On Monday, April 30 the U.S. Supreme Court declined to review a Ninth Circuit decision that allowed an inmate to sue the Los Angeles County Sheriff for injuries received while confined, under a theory of "deliberate indifference." While technically not establishing a precedent, Supreme Court watchers tend to infer the Court's attitude on an issue when it declines to review the decision of a lower court. However, one must proceed carefully in ascribing weight to a failure to review.
The Ninth Circuit in a 2:1 2011 decision allowed this inmate's civil rights lawsuit to proceed (Starr v. Baca). The Court's opinion contained an extended discussion of the pleading requirements to sue. The broader implication of the decision was the statement that "a claim of unconstitutional conditions of confinement, unlike a claim of unconstitutional discrimination, may be based upon a theory of deliberate indifference... Thus, when a supervisor is found liable based on deliberate indifference, the supervisor is being held liable for his or her own culpable action or inaction, not held vicariously liable for the culpable action of his or her subordinates."

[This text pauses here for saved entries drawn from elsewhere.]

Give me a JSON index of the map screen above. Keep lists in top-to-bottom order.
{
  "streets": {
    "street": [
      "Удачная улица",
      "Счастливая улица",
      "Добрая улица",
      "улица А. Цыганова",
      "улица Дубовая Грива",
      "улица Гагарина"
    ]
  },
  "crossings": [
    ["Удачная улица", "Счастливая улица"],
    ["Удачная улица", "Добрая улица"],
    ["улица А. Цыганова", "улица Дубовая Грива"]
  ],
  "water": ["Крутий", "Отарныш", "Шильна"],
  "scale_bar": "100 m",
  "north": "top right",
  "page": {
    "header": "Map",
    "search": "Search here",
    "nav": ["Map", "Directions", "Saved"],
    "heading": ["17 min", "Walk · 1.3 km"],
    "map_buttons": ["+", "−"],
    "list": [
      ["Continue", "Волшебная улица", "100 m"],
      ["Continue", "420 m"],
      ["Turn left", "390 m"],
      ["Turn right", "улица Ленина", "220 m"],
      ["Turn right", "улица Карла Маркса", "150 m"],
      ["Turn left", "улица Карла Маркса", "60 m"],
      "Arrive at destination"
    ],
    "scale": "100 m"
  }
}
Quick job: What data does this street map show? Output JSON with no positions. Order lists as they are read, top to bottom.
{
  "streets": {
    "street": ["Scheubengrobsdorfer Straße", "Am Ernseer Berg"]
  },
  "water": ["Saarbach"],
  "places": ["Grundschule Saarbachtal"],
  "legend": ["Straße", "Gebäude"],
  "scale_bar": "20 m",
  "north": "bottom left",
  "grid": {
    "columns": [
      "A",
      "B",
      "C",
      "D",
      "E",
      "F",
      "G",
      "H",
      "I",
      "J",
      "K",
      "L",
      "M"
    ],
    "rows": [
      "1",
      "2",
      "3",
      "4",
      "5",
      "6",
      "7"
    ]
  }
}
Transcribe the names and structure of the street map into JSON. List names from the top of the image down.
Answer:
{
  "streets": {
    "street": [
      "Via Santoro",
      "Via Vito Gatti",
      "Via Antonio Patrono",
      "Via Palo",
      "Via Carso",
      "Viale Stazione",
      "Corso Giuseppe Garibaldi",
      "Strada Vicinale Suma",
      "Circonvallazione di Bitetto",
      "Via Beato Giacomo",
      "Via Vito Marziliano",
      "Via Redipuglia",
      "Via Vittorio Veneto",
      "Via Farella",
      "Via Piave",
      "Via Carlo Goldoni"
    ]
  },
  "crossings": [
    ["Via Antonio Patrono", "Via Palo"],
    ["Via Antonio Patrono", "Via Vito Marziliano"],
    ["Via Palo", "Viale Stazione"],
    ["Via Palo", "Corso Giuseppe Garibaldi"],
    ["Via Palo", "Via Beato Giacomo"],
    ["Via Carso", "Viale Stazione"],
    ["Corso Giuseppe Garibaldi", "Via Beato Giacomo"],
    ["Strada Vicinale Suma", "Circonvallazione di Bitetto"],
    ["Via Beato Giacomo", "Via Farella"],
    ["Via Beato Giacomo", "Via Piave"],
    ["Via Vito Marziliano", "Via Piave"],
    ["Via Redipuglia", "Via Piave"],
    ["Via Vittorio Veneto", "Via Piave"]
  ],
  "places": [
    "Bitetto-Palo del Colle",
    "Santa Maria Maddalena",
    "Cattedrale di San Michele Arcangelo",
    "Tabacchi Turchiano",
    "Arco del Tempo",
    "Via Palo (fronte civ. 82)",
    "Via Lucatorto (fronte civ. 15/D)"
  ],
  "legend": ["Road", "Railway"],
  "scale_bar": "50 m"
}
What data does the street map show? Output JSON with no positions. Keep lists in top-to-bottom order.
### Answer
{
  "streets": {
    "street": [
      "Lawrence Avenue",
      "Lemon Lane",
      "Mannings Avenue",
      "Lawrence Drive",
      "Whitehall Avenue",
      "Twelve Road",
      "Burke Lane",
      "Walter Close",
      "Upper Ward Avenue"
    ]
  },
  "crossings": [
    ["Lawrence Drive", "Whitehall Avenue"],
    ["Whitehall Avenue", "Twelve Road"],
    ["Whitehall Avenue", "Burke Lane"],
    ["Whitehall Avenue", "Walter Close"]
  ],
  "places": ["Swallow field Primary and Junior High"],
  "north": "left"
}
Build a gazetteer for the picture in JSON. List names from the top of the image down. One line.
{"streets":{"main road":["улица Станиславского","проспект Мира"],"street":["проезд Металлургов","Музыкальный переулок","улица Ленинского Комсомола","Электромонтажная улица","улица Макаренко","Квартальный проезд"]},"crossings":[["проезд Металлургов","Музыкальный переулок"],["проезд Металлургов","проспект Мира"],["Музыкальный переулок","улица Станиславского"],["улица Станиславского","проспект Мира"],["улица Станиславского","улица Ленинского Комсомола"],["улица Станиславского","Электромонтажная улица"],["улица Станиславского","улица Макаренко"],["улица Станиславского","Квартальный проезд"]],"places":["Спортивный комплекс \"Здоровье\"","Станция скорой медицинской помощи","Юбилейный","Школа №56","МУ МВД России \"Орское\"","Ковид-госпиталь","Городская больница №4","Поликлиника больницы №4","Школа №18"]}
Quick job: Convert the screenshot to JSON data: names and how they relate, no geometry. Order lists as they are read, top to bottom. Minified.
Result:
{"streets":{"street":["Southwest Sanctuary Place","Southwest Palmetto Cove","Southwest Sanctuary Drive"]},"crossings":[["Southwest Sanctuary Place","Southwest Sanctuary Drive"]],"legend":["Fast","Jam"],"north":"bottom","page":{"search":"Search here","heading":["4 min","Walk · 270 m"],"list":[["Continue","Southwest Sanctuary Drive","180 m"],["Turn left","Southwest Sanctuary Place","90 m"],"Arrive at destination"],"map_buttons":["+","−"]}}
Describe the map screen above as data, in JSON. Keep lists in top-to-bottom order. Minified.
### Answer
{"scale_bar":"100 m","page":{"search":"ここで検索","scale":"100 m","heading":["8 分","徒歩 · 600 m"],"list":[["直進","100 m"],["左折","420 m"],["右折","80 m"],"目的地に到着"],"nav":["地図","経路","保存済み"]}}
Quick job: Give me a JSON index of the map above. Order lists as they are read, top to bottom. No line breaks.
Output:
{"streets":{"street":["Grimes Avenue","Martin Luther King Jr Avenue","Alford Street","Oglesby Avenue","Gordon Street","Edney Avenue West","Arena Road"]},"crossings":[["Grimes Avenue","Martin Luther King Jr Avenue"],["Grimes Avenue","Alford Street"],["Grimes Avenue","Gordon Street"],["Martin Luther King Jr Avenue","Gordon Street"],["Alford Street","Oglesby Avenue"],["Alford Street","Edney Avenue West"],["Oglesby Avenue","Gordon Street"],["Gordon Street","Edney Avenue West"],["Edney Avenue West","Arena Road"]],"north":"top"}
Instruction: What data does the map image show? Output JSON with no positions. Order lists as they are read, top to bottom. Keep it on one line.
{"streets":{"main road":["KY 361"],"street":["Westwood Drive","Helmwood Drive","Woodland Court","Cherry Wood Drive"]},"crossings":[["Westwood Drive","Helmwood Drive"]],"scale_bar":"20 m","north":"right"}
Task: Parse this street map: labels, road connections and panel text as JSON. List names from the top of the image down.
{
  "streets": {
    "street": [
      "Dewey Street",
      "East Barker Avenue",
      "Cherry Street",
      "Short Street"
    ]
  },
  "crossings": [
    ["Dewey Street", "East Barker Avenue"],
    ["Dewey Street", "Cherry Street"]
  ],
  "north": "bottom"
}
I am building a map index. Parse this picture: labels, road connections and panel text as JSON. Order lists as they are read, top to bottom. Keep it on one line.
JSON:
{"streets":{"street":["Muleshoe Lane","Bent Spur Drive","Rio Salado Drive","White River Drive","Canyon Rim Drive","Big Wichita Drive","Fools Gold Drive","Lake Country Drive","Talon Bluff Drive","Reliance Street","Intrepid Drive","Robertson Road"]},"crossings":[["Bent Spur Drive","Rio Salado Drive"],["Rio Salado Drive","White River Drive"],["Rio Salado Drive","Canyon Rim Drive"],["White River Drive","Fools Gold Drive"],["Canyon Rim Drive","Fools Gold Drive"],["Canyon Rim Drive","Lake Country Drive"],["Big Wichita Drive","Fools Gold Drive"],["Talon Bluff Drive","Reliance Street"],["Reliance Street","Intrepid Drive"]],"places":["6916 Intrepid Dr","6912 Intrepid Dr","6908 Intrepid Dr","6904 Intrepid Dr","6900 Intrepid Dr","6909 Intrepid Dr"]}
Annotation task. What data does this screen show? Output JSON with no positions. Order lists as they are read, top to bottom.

While this decision strictly applies only to governmental officials, it is another reminder to private sector executives that a deliberately indifferent failure to act is also a type of action. In the context of a workplace death, the U.S. Attorney's Criminal Resource Manual standards state: "Indifference to general safety or to a specific hazard can also be evidence of intentional disregard of or plain indifference to the requirements of the law." Consequently, an executive cannot expect to defend against litigation based upon the assertion that she or he did not personally cause the injury. Deliberate indifference to legal requirements or to a subordinate's actions may impose liability.